Muchas veces se me cruzó por la cabeza dar de baja a este espacio. ¡Pero cómo hacerlo! Sería dar de baja a una parte importante de mi vida. Nunca lo haría. Más allá de que en estos momentos no escriba ni postee demasiado (casi nada), muchas veces vuelvo aquí, como se vuelve a los lugares queridos y encuentro la misma contención y la misma paz por la cual una vez decidí comenzar estas ocurrencias.
Contarles que estoy en una época de mucho crecimiento profesional, lo cual si bien exige muchísimos sacrificios se disfruta muy profundamente.

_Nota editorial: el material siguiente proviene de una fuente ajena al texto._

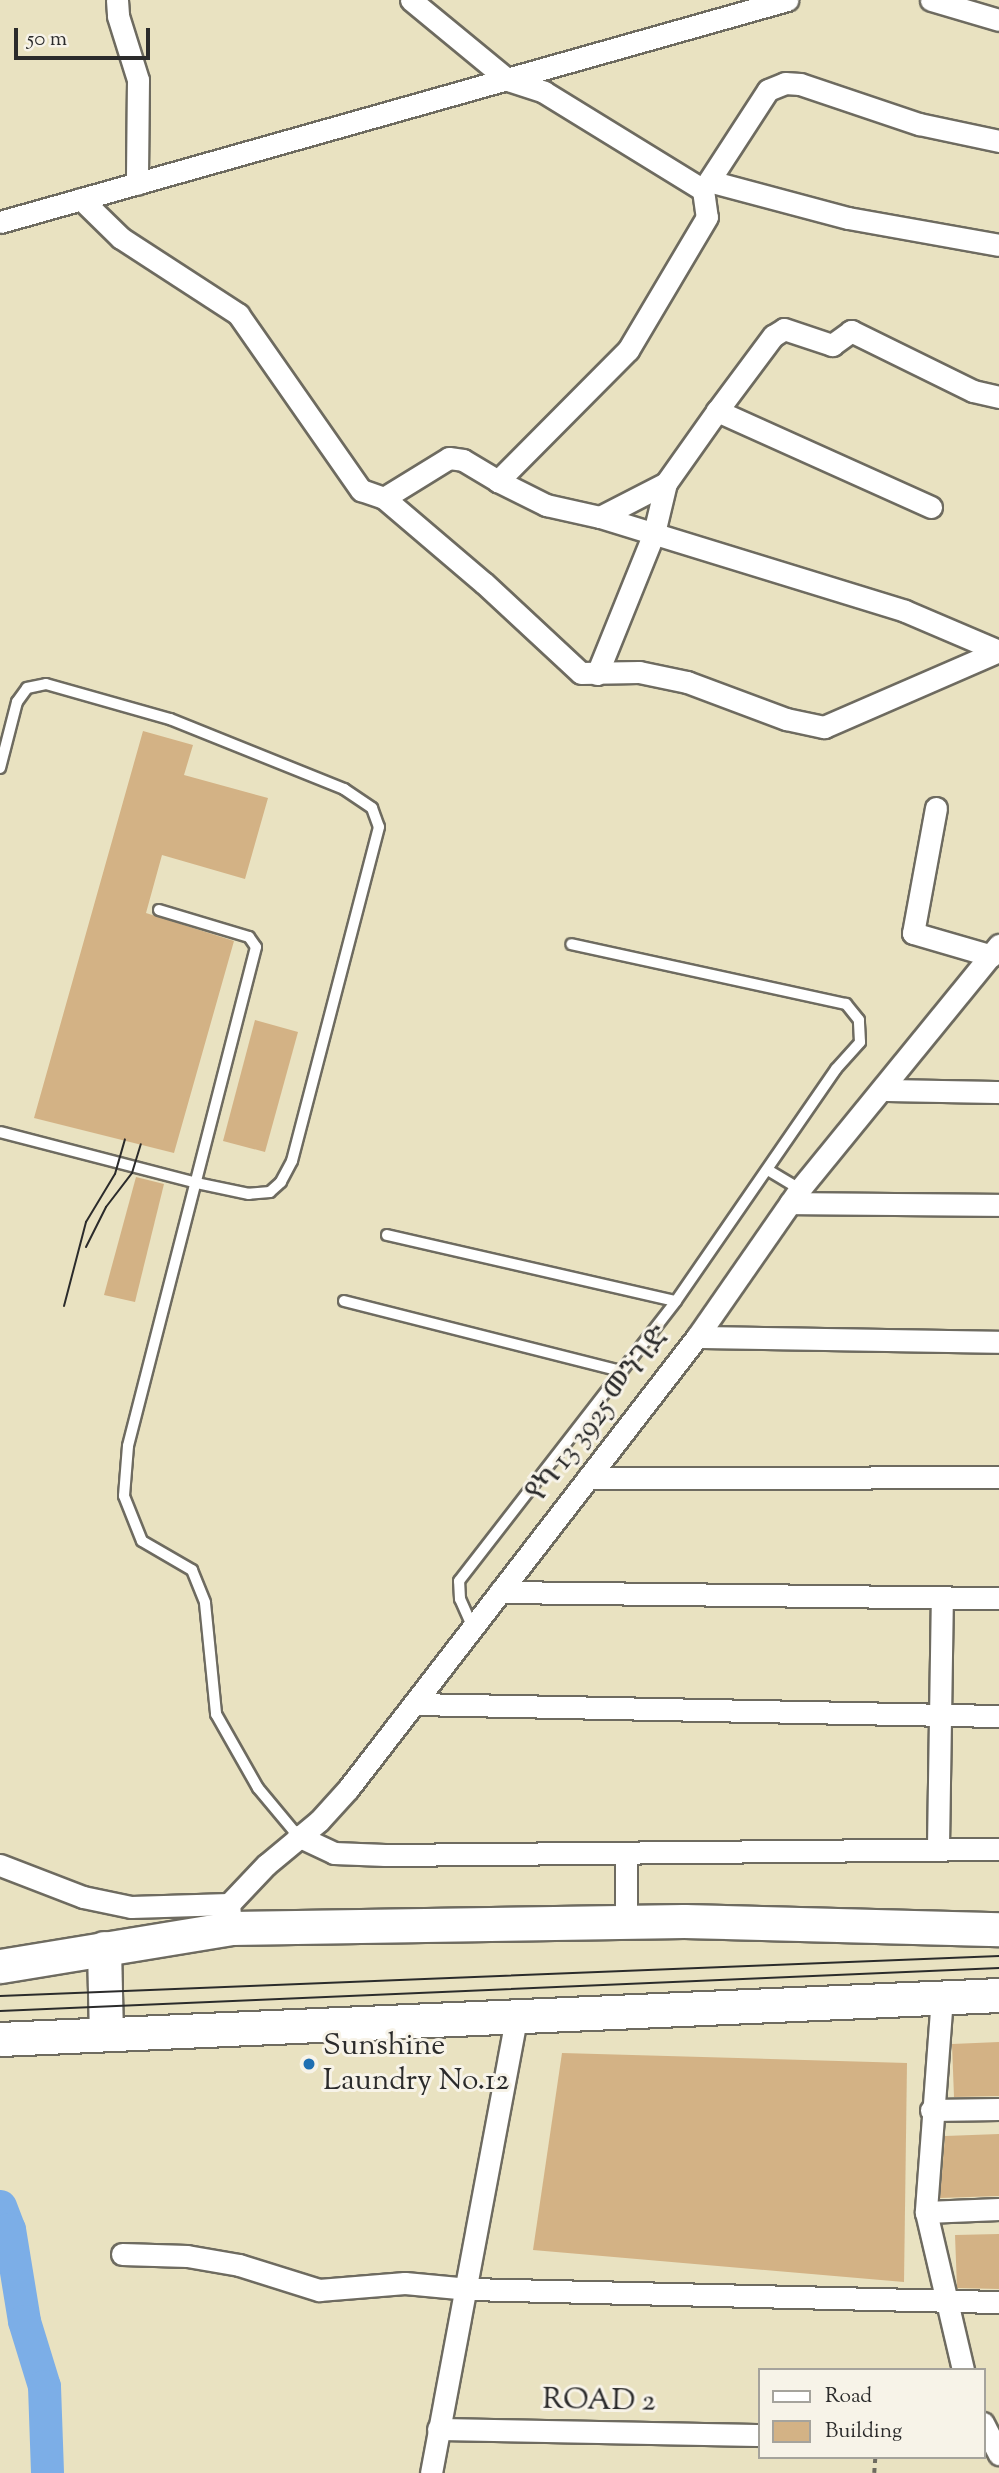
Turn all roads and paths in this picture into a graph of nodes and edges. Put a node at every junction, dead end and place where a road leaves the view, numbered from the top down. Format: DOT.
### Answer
graph roads {
  1 [pos="117,0"];
  2 [pos="411,0"];
  3 [pos="787,0"];
  4 [pos="931,0"];
  5 [pos="999,20"];
  6 [pos="508,80"];
  7 [pos="999,141"];
  8 [pos="137,184"];
  9 [pos="706,186"];
  10 [pos="81,200"];
  11 [pos="0,222"];
  12 [pos="999,245"];
  13 [pos="999,397"];
  14 [pos="717,411"];
  15 [pos="498,481"];
  16 [pos="666,483"];
  17 [pos="384,498"];
  18 [pos="930,507"];
  19 [pos="600,517"];
  20 [pos="654,533"];
  21 [pos="999,651"];
  22 [pos="597,674"];
  23 [pos="0,768"];
  24 [pos="936,808"];
  25 [pos="159,910"];
  26 [pos="571,944"];
  27 [pos="993,961"];
  28 [pos="884,1090"];
  29 [pos="999,1092"];
  30 [pos="0,1132"];
  31 [pos="768,1170"];
  32 [pos="197,1183"];
  33 [pos="795,1196"];
  34 [pos="999,1205"];
  35 [pos="387,1235"];
  36 [pos="344,1301"];
  37 [pos="676,1301"];
  38 [pos="697,1337"];
  39 [pos="999,1342"];
  40 [pos="620,1371"];
  41 [pos="999,1477"];
  42 [pos="588,1478"];
  43 [pos="500,1592"];
  44 [pos="942,1597"];
  45 [pos="999,1598"];
  46 [pos="473,1628"];
  47 [pos="415,1704"];
  48 [pos="943,1715"];
  49 [pos="999,1716"];
  50 [pos="298,1836"];
  51 [pos="939,1846"];
  52 [pos="999,1849"];
  53 [pos="626,1854"];
  54 [pos="0,1865"];
  55 [pos="225,1921"];
  56 [pos="625,1921"];
  57 [pos="999,1929"];
  58 [pos="90,1950"];
  59 [pos="0,1966"];
  60 [pos="999,1995"];
  61 [pos="942,1997"];
  62 [pos="516,2018"];
  63 [pos="106,2033"];
  64 [pos="0,2039"];
  65 [pos="931,2109"];
  66 [pos="999,2109"];
  67 [pos="999,2209"];
  68 [pos="926,2212"];
  69 [pos="122,2254"];
  70 [pos="469,2289"];
  71 [pos="948,2302"];
  72 [pos="999,2302"];
  73 [pos="963,2368"];
  74 [pos="438,2429"];
  75 [pos="985,2430"];
  76 [pos="758,2435"];
  77 [pos="999,2454"];
  78 [pos="431,2473"];
  1 -- 8 [label="street"];
  2 -- 6 [label="street"];
  3 -- 6 [label="street"];
  4 -- 5 [label="street"];
  6 -- 8 [label="street"];
  6 -- 9 [label="street"];
  7 -- 9 [label="street"];
  8 -- 10 [label="street"];
  9 -- 12 [label="street"];
  9 -- 15 [label="street"];
  10 -- 11 [label="street"];
  10 -- 17 [label="street"];
  13 -- 14 [label="street"];
  14 -- 16 [label="street"];
  14 -- 18 [label="street"];
  15 -- 17 [label="street"];
  15 -- 19 [label="street"];
  16 -- 19 [label="street"];
  16 -- 20 [label="street"];
  17 -- 22 [label="street"];
  19 -- 20 [label="street"];
  20 -- 21 [label="street"];
  20 -- 22 [label="street"];
  21 -- 22 [label="street"];
  23 -- 32 [label="lane"];
  24 -- 27 [label="street"];
  25 -- 32 [label="lane"];
  26 -- 31 [label="lane"];
  27 -- 28 [label="street, የካ 13 3925 መንገድ"];
  28 -- 29 [label="street"];
  28 -- 33 [label="street, የካ 13 3925 መንገድ"];
  30 -- 32 [label="lane"];
  31 -- 33 [label="lane"];
  31 -- 37 [label="lane"];
  32 -- 50 [label="lane"];
  33 -- 34 [label="street"];
  33 -- 38 [label="street, የካ 13 3925 መንገድ"];
  35 -- 37 [label="lane"];
  36 -- 40 [label="lane"];
  37 -- 40 [label="lane"];
  38 -- 39 [label="street"];
  38 -- 42 [label="street, የካ 13 3925 መንገድ"];
  40 -- 46 [label="lane"];
  41 -- 42 [label="street"];
  42 -- 43 [label="street, የካ 13 3925 መንገድ"];
  43 -- 44 [label="street"];
  43 -- 46 [label="street, የካ 13 3925 መንገድ"];
  44 -- 45 [label="street"];
  44 -- 48 [label="street"];
  46 -- 47 [label="street, የካ 13 3925 መንገድ"];
  47 -- 48 [label="street"];
  47 -- 50 [label="street, የካ 13 3925 መንገድ"];
  48 -- 49 [label="street"];
  48 -- 51 [label="street"];
  50 -- 53 [label="street"];
  50 -- 55 [label="street, የካ 13 3925 መንገድ"];
  51 -- 52 [label="street"];
  51 -- 53 [label="street"];
  53 -- 56 [label="street"];
  54 -- 55 [label="street"];
  55 -- 56 [label="main road"];
  55 -- 58 [label="main road"];
  56 -- 57 [label="main road"];
  58 -- 59 [label="main road"];
  58 -- 63 [label="main road"];
  60 -- 61 [label="main road"];
  61 -- 62 [label="main road"];
  61 -- 65 [label="street"];
  62 -- 63 [label="main road"];
  62 -- 70 [label="street"];
  63 -- 64 [label="main road"];
  65 -- 66 [label="street"];
  65 -- 68 [label="street"];
  67 -- 68 [label="street"];
  68 -- 71 [label="street"];
  69 -- 70 [label="street"];
  70 -- 71 [label="street"];
  70 -- 74 [label="street"];
  71 -- 72 [label="street"];
  71 -- 73 [label="street"];
  74 -- 76 [label="street, ROAD 2"];
  74 -- 78 [label="street"];
  75 -- 77 [label="street"];
}
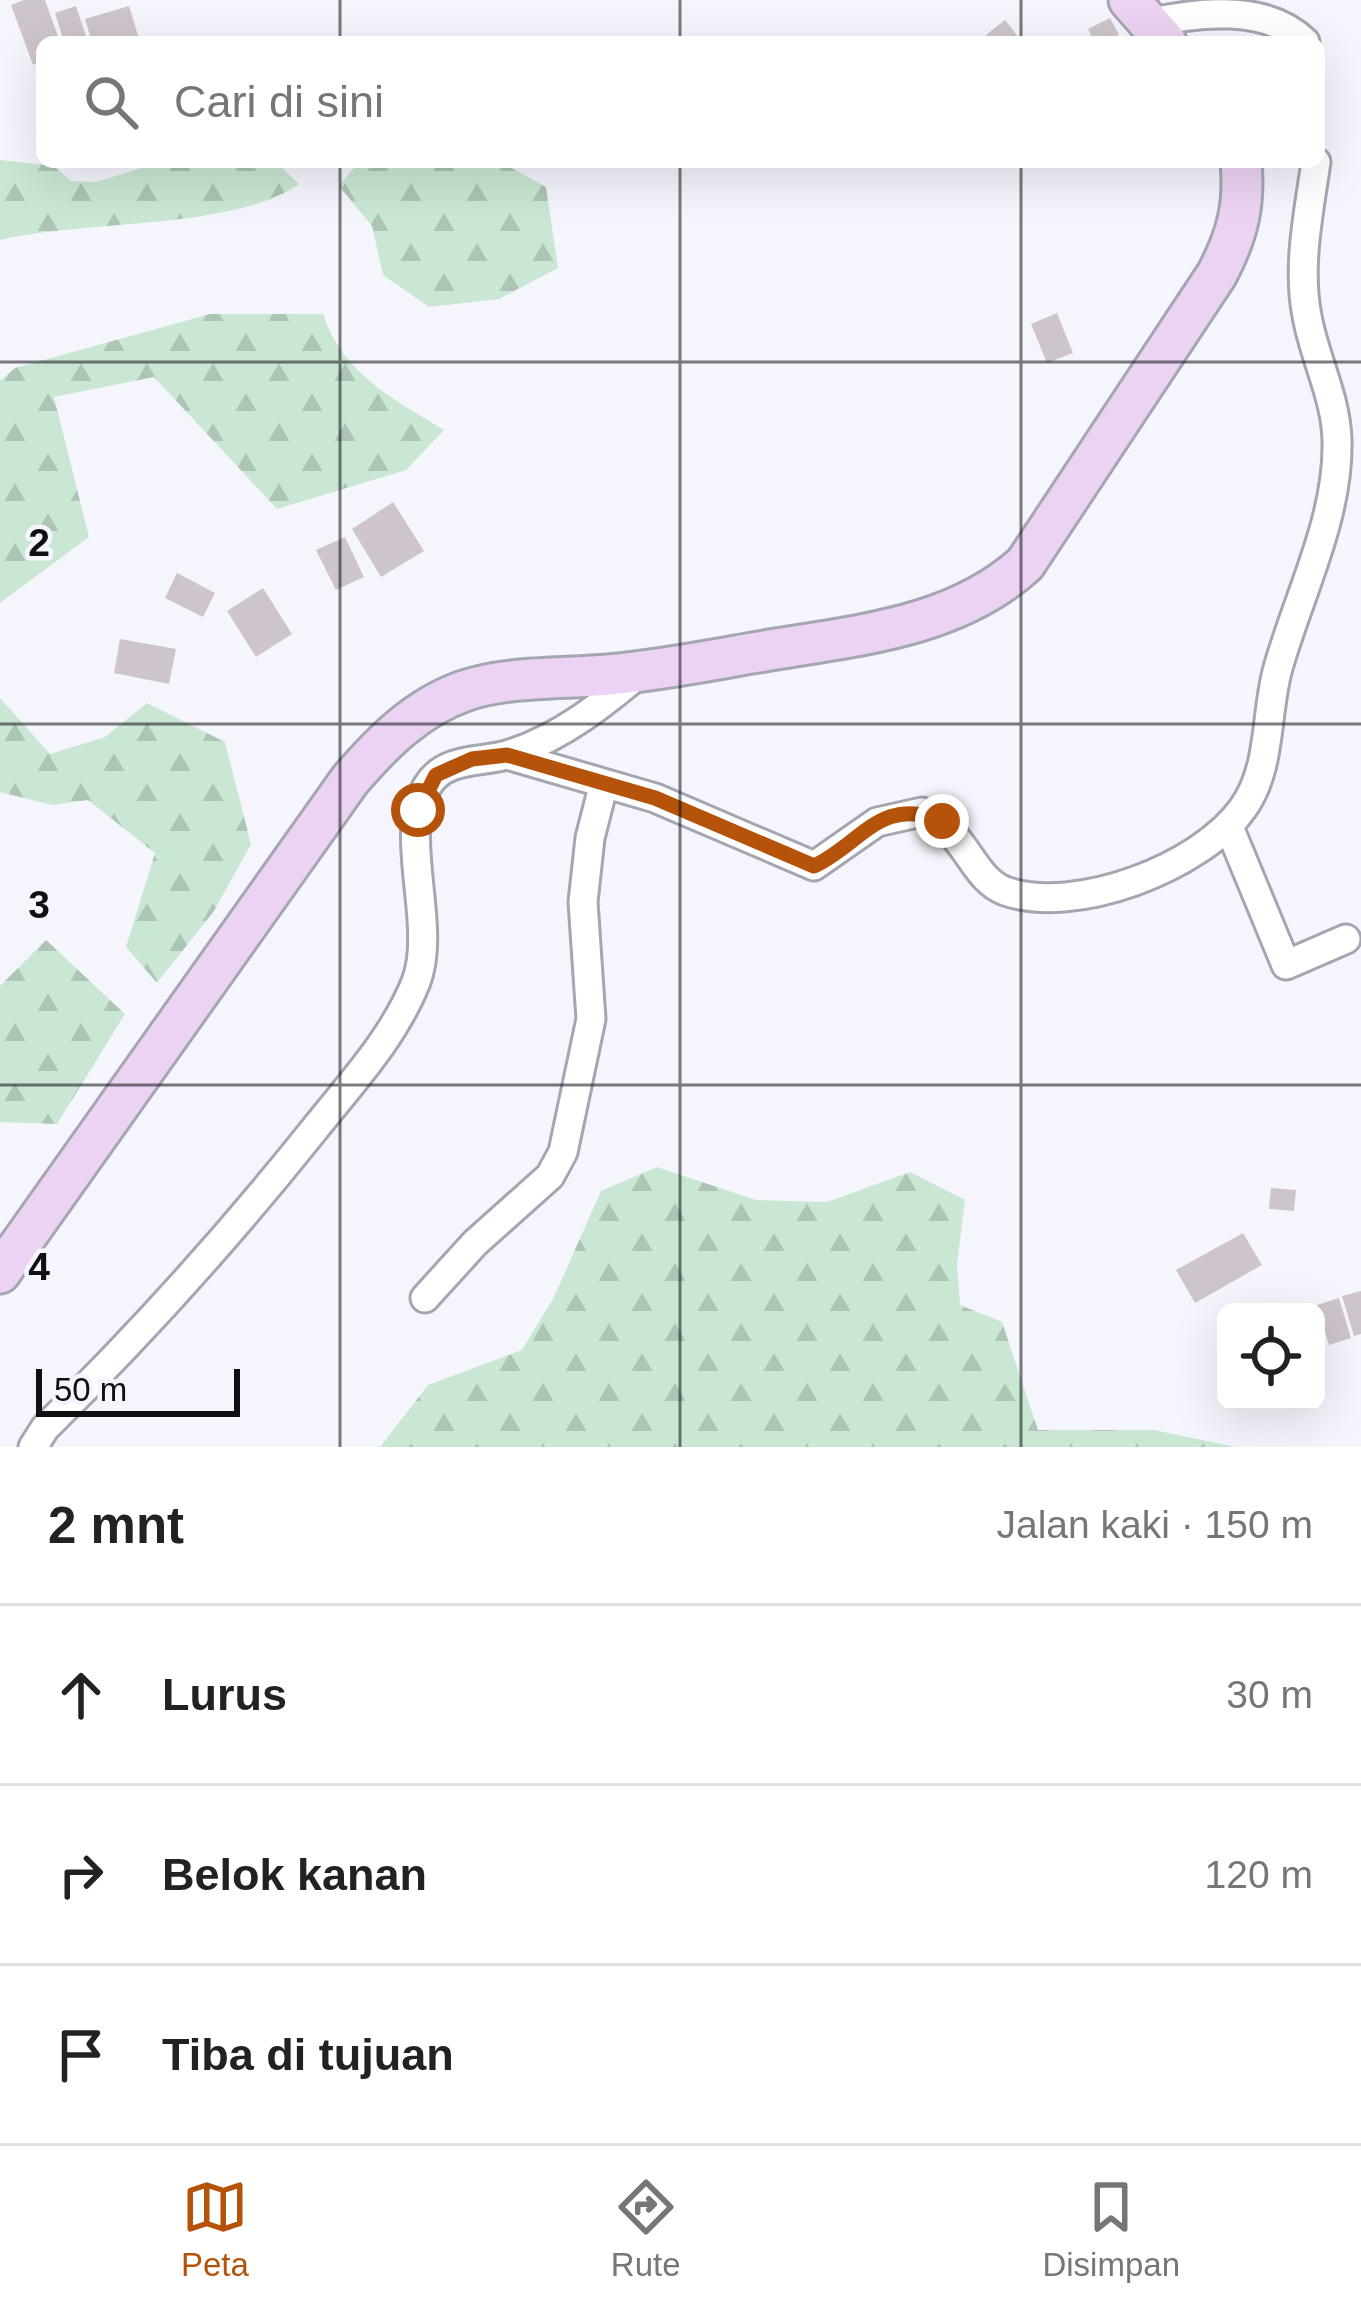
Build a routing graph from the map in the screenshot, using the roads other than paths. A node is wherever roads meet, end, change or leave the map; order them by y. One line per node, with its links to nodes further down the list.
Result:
1 (1148, 22): 2 (street)
2 (1296, 36)
3 (1241, 168): 5 (main road)
4 (1315, 168): 8 (street)
5 (641, 672): 6 (street); 10 (main road)
6 (507, 755): 7 (street); 12 (street)
7 (603, 787): 8 (street); 11 (street)
8 (1229, 827): 9 (street)
9 (1346, 939)
10 (0, 1273)
11 (424, 1298)
12 (33, 1447)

Casi no tengo tiempo de seguir sus blogs, pero de vez en cuando paso por sus casas otra vez y me sonrío frente a la pantalla recordando intercambios y ocurrencias mutuas que tanto bien me han hecho...
Contagiarles también un poco de mis nuevas alegrías, estrenadas por fín, con tanto amor alrededor.
A veces en un rincón de mi trabajo, saco un papelito y escribo mis ocurrencias. Esta vez es un proceso diferente, por eso prefiero dejarlas guardadas para mí misma. Releer mis pensamientos me hace muy bien.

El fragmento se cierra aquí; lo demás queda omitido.